Deposition of rare earth (RE) metals on the silicon(001) surface at elevated temperature results in the formation of RE silicide islands coexisting with a reconstructed substrate surface. This thesis presents the growth behavior of holmium, samarium, and dysprosium on Si(001) and the electronic properties of the resulting surface structures.; The growth of Ho and Sm on Si(001) at 600°C was studied using scanning tunneling microscopy (STM) and low energy electron diffraction.; Ho grows in a Stranski-Krastanov mode with highly elongated nanowires (NWs) and a 2 x 4 reconstructed substrate at low metal coverage.
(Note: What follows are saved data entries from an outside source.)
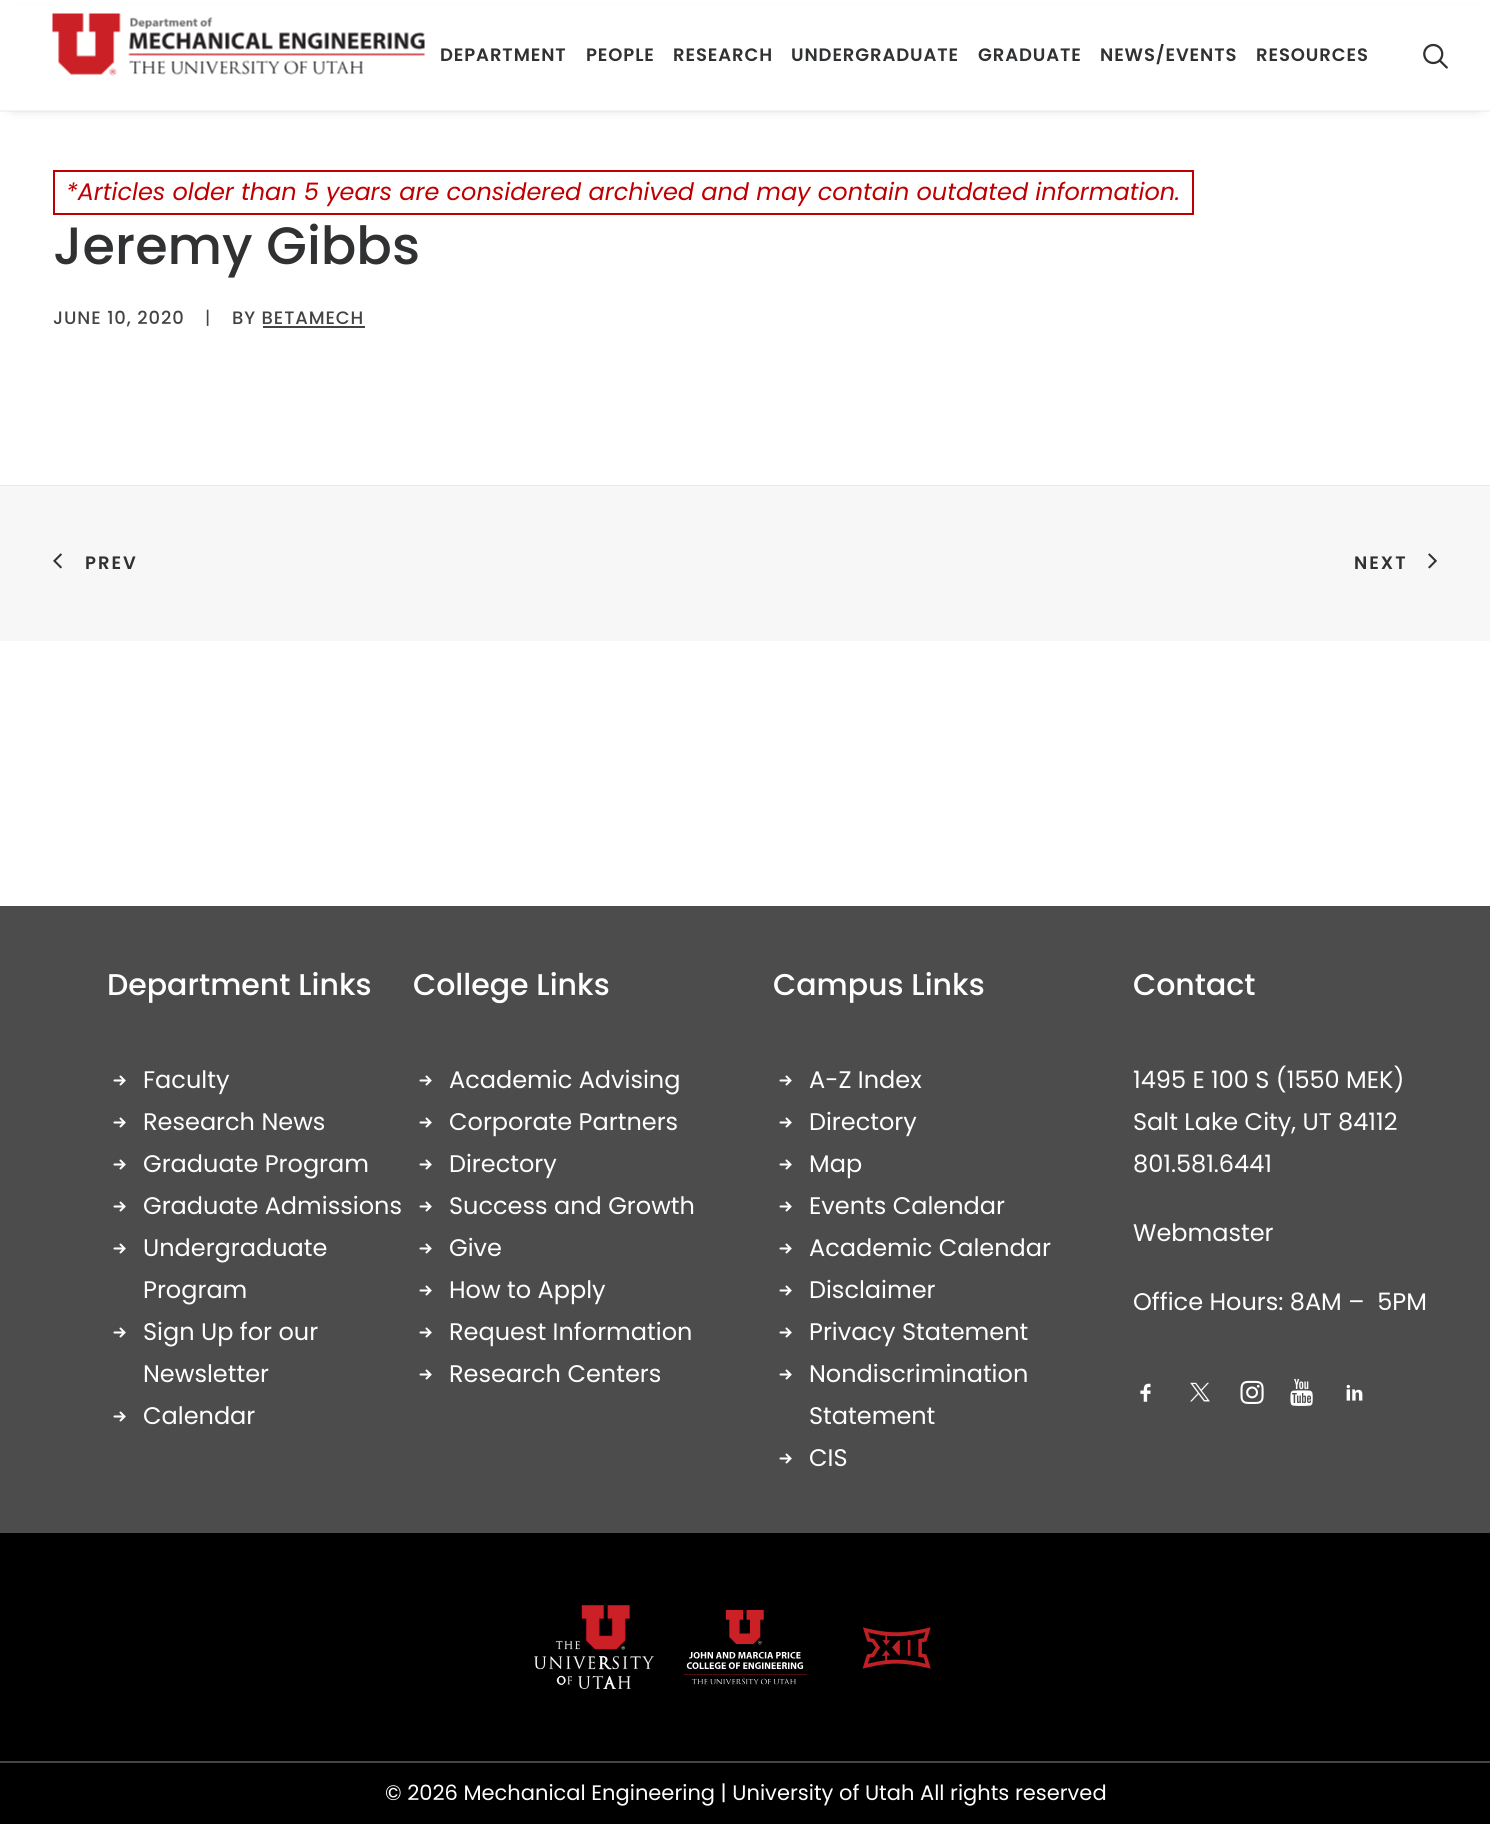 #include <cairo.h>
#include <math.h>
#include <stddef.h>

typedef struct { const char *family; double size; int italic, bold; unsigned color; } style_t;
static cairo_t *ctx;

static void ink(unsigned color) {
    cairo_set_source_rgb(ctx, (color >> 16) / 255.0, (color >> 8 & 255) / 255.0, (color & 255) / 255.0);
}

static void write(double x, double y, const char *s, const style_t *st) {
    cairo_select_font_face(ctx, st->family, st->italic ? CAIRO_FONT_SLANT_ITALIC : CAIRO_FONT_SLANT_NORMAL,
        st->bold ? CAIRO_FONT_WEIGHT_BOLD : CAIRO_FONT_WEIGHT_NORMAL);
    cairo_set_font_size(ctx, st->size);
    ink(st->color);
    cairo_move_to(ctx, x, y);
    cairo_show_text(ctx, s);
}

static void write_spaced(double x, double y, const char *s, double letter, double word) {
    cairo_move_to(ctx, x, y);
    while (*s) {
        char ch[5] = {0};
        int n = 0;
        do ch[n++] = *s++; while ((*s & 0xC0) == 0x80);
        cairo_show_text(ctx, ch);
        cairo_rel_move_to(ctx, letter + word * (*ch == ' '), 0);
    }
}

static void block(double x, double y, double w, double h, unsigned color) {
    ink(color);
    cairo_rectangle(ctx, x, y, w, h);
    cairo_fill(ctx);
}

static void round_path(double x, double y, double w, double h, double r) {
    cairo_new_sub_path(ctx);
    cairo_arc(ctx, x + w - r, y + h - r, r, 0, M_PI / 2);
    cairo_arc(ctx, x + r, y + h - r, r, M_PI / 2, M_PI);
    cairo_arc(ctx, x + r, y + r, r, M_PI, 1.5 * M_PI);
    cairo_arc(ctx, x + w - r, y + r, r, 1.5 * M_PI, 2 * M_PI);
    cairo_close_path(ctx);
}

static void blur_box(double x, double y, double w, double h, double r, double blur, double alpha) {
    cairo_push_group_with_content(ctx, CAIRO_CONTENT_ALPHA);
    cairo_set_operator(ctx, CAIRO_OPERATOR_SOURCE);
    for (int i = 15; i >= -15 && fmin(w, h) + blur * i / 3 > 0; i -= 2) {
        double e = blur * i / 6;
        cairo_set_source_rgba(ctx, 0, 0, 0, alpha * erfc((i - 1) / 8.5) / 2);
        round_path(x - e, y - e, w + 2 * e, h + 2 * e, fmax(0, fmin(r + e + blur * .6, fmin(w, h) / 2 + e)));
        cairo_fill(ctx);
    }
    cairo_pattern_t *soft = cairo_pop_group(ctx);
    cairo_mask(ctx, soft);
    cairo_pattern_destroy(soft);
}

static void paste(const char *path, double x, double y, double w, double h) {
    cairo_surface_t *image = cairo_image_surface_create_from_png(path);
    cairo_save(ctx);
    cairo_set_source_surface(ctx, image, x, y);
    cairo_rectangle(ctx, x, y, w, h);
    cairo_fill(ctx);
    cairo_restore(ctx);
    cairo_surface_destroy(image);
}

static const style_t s1 = {"Poppins", 24, 1, 0, 0xbe0000};
static const style_t s2 = {"Poppins Medium", 52.5, 0, 0, 0x303133};
static const style_t s3 = {"Poppins Medium", 30, 0, 0, 0xffffff};
static const style_t s4 = {"Poppins", 24, 0, 0, 0xffffff};
static const style_t s5 = {"Poppins", 21, 0, 0, 0xffffff};

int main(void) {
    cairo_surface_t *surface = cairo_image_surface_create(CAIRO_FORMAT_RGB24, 1490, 1824);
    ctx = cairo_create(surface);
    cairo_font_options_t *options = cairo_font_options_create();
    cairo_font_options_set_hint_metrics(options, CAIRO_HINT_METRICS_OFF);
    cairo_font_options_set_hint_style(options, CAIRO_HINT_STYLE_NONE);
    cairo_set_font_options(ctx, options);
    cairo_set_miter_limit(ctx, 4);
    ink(0xffffff);
    cairo_paint(ctx);
    ink(0x000000);
    blur_box(14, 21, 1464, 81, 0, 7.5, 0.6);
    block(0, 5, 1490, 106, 0xffffff);
    cairo_set_source_rgba(ctx, 0.918, 0.918, 0.918, 0.5);
    cairo_rectangle(ctx, 0, 110, 1490, 2);
    cairo_fill(ctx);
    paste("pic1.png", 52, 13, 373, 63);
    cairo_select_font_face(ctx, "Poppins SemiBold", CAIRO_FONT_SLANT_NORMAL, CAIRO_FONT_WEIGHT_NORMAL);
    cairo_set_font_size(ctx, 18);
    ink(0x303133);
    write_spaced(440, 61, "DEPARTMENT", 0.9, 0);
    write_spaced(586, 61, "PEOPLE", 0.9, 0);
    write_spaced(673, 61, "RESEARCH", 0.9, 0);
    write_spaced(791, 61, "UNDERGRADUATE", 0.9, 0);
    write_spaced(978, 61, "GRADUATE", 0.9, 0);
    write_spaced(1100, 61, "NEWS/EVENTS", 0.9, 0);
    write_spaced(1256, 61, "RESOURCES", 0.9, 0);
    paste("pic2.png", 1423, 43, 25, 26);
    cairo_rectangle(ctx, 54, 171, 1139, 43);
    ink(0xbe0000);
    cairo_stroke(ctx);
    write(66, 200, "*Articles older than 5 years are considered archived and may contain outdated information.", &s1);
    write(53, 264, "Jeremy Gibbs", &s2);
    cairo_set_font_size(ctx, 18);
    ink(0x444444);
    write_spaced(53, 324, "JUNE 10, 2020", 0.9, 0);
    cairo_select_font_face(ctx, "Poppins", CAIRO_FONT_SLANT_NORMAL, CAIRO_FONT_WEIGHT_NORMAL);
    write_spaced(205, 324, "|", 0.9, 0);
    cairo_select_font_face(ctx, "Poppins Medium", CAIRO_FONT_SLANT_NORMAL, CAIRO_FONT_WEIGHT_NORMAL);
    write_spaced(232, 324, "BY BETAMECH", 0.9, 0);
    block(263, 326, 102, 2, 0x444444);
    block(0, 485, 1490, 1, 0xeaeaea);
    block(0, 486, 1490, 155, 0xf7f7f7);
    paste("pic3.png", 53, 553, 9, 16);
    cairo_select_font_face(ctx, "Poppins SemiBold", CAIRO_FONT_SLANT_NORMAL, CAIRO_FONT_WEIGHT_NORMAL);
    ink(0x303133);
    write_spaced(85, 569, "PREV", 2, 0);
    write_spaced(1354, 569, "NEXT", 2, 0);
    paste("pic4.png", 1428, 553, 9, 16);
    block(0, 906, 1490, 627, 0x4c4c4c);
    write(107, 995, "Department Links", &s3);
    paste("pic5.png", 113, 1075, 13, 11);
    write(143, 1088, "Faculty", &s4);
    paste("pic5.png", 113, 1117, 13, 11);
    write(143, 1130, "Research News", &s4);
    paste("pic5.png", 113, 1159, 13, 11);
    write(143, 1172, "Graduate Program", &s4);
    paste("pic5.png", 113, 1201, 13, 11);
    write(143, 1214, "Graduate Admissions", &s4);
    paste("pic5.png", 113, 1243, 13, 11);
    write(143, 1256, "Undergraduate", &s4);
    write(143, 1298, "Program", &s4);
    paste("pic5.png", 113, 1327, 13, 11);
    write(143, 1340, "Sign Up for our", &s4);
    write(143, 1382, "Newsletter", &s4);
    paste("pic5.png", 113, 1411, 13, 11);
    write(143, 1424, "Calendar", &s4);
    write(413, 995, "College Links", &s3);
    paste("pic5.png", 419, 1075, 13, 11);
    write(449, 1088, "Academic Advising", &s4);
    paste("pic5.png", 419, 1117, 13, 11);
    write(449, 1130, "Corporate Partners", &s4);
    paste("pic5.png", 419, 1159, 13, 11);
    write(449, 1172, "Directory", &s4);
    paste("pic5.png", 419, 1201, 13, 11);
    write(449, 1214, "Success and Growth", &s4);
    paste("pic5.png", 419, 1243, 13, 11);
    write(449, 1256, "Give", &s4);
    paste("pic5.png", 419, 1285, 13, 11);
    write(449, 1298, "How to Apply", &s4);
    paste("pic5.png", 419, 1327, 13, 11);
    write(449, 1340, "Request Information", &s4);
    paste("pic5.png", 419, 1369, 13, 11);
    write(449, 1382, "Research Centers", &s4);
    write(773, 995, "Campus Links", &s3);
    paste("pic5.png", 779, 1075, 13, 11);
    write(809, 1088, "A-Z Index", &s4);
    paste("pic5.png", 779, 1117, 13, 11);
    write(809, 1130, "Directory", &s4);
    paste("pic5.png", 779, 1159, 13, 11);
    write(809, 1172, "Map", &s4);
    paste("pic5.png", 779, 1201, 13, 11);
    write(809, 1214, "Events Calendar", &s4);
    paste("pic5.png", 779, 1243, 13, 11);
    write(809, 1256, "Academic Calendar", &s4);
    paste("pic5.png", 779, 1285, 13, 11);
    write(809, 1298, "Disclaimer", &s4);
    paste("pic5.png", 779, 1327, 13, 11);
    write(809, 1340, "Privacy Statement", &s4);
    paste("pic5.png", 779, 1369, 13, 11);
    write(809, 1382, "Nondiscrimination", &s4);
    write(809, 1424, "Statement", &s4);
    paste("pic5.png", 779, 1453, 13, 11);
    write(809, 1466, "CIS", &s4);
    write(1133, 995, "Contact", &s3);
    write(1133, 1088, "1495 E 100 S (1550 MEK)", &s4);
    write(1133, 1130, "Salt Lake City, UT 84112", &s4);
    write(1133, 1172, "801.581.6441", &s4);
    write(1133, 1241, "Webmaster", &s4);
    write(1133, 1310, "Office Hours: 8AM –  5PM", &s4);
    paste("pic6.png", 1140, 1383, 11, 19);
    paste("pic7.png", 1190, 1382, 20, 20);
    paste("pic8.png", 1240, 1380, 24, 24);
    paste("pic9.png", 1290, 1378, 23, 28);
    paste("pic10.png", 1346, 1384, 17, 17);
    block(0, 1533, 1490, 228, 0x000000);
    paste("pic11.png", 534, 1605, 120, 84);
    paste("pic12.png", 684, 1610, 123, 75);
    paste("pic13.png", 862, 1627, 71, 42);
    block(0, 1763, 1490, 61, 0x000000);
    block(0, 1761, 1490, 2, 0x444444);
    write(385, 1800, "© 2026 Mechanical Engineering | University of Utah All rights reserved", &s5);
    cairo_surface_write_to_png(surface, "screenshot.png");
    cairo_font_options_destroy(options);
    cairo_destroy(ctx);
    cairo_surface_destroy(surface);
    return 0;
} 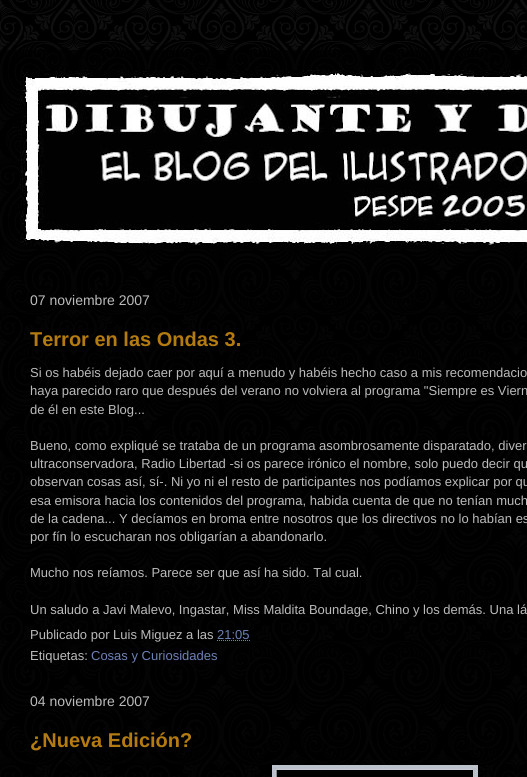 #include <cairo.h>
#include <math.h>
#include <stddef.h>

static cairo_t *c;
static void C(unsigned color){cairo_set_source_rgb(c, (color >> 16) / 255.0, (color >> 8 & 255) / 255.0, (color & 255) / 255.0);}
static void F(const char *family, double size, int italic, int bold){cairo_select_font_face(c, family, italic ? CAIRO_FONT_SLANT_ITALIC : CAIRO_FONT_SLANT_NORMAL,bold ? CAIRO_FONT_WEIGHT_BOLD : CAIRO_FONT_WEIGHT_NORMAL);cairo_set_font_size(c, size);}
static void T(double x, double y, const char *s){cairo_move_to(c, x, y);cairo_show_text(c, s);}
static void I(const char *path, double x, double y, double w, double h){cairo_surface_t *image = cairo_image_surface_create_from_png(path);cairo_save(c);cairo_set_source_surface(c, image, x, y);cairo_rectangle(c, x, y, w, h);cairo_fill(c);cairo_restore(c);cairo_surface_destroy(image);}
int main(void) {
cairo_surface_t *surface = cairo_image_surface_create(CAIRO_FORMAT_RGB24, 527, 777);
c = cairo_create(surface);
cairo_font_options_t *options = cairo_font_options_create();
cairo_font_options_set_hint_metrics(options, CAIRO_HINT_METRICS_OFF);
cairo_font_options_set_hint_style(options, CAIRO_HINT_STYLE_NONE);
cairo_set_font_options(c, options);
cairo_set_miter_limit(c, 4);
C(0xffffff);
cairo_paint(c);
I("1.png",0,0,527,777);
I("2.png",20,70,507,179);
F("Liberation Sans",14,0,0);
C(0xbbbbbb);
T(30,305,"07 noviembre 2007");
F("Liberation Sans",20,0,1);
C(0xb47b10);
T(30,346,"Terror en las Ondas 3.");
F("Liberation Sans",13,0,0);
C(0xbbbbbb);
T(30,377,"Si os habéis dejado caer por aquí a menudo y habéis hecho caso a mis recomendacio");
T(30,395,"haya parecido raro que después del verano no volviera al programa \"Siempre es Viern");
T(30,414,"de él en este Blog...");
T(30,450,"Bueno, como expliqué se trataba de un programa asombrosamente disparatado, diver");
T(30,468,"ultraconservadora, Radio Libertad -si os parece irónico el nombre, solo puedo decir qu");
T(30,486,"observan cosas así, sí-. Ni yo ni el resto de participantes nos podíamos explicar por qu");
T(30,505,"esa emisora hacia los contenidos del programa, habida cuenta de que no tenían much");
T(30,523,"de la cadena... Y decíamos en broma entre nosotros que los directivos no lo habían es");
T(30,541,"por fín lo escucharan nos obligarían a abandonarlo.");
T(30,577,"Mucho nos reíamos. Parece ser que así ha sido. Tal cual.");
T(30,614,"Un saludo a Javi Malevo, Ingastar, Miss Maldita Boundage, Chino y los demás. Una lá");
T(30,639,"Publicado por Luis Miguez a las");
C(0x6c82b5);
T(217,639,"21:05");
cairo_new_path(c);
cairo_move_to(c,217,640.5);
cairo_line_to(c,250,640.5);
cairo_set_line_width(c,1);
cairo_set_dash(c,(double[]){1,1},2,0);
cairo_stroke(c);
C(0xbbbbbb);
T(30,660,"Etiquetas:");
C(0x6c82b5);
T(91,660,"Cosas y Curiosidades");
F("Liberation Sans",14,0,0);
C(0xbbbbbb);
T(30,706,"04 noviembre 2007");
F("Liberation Sans",20,0,1);
C(0xb47b10);
T(30,747,"¿Nueva Edición?");
I("3.png",272,765,206,12);
cairo_surface_write_to_png(surface, "o.png");
cairo_font_options_destroy(options);
cairo_destroy(c);
cairo_surface_destroy(surface);
return 0;
}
As the coverage increases, three-dimensional (3D) compact silicide islands coexist with the NWs. A 2 x 7 two-dimensional (2D) phase appears in the medium coverage range, and it always coexists with the 2 x 4 phase. Scanning tunneling spectroscopy (STS) data show that HoSi2 NWs are more metallic than the 3D silicide islands or the reconstructed substrate.; Sm/Si(001) induces two different surface reconstructions: a lower coverage 2 x 3 phase and higher coverage 3 x 2/c(6 x 2) phases. In the high coverage regime, large 3D silicide islands are observed instead of elongated NWs.; The topographical evolution of 3D Dy silicide structures and the 2D reconstructed surface in the temperature range of 600∼750°C was investigated by STM and low energy electron microscopy (LEEM). The initial surfaces were covered in the 2 x 7 superstructure plus NWs of uniform width defined by the 2 x 7 unit cell. Post-growth annealing at 700°C increases the number of 3D islands and the average island size.{09}At the same time, the number of NWs decreases and surface reconstruction is swept away. Therefore, 3D silicide islands are a stable phase whereas NWs are a metastable phase at 700°C.; Ex-situ transport properties of the grown RE silicide films were correlated with film morphology as observed by STM. A 1 nm thick film of interconnected DySi2 islands shows surface resistivity at 4.2 K similar to the reported bulk silicide value. A sample with sparse, disconnected islands shows higher surface resistivity than the 1 nm film but lower than that of the clean Si surface.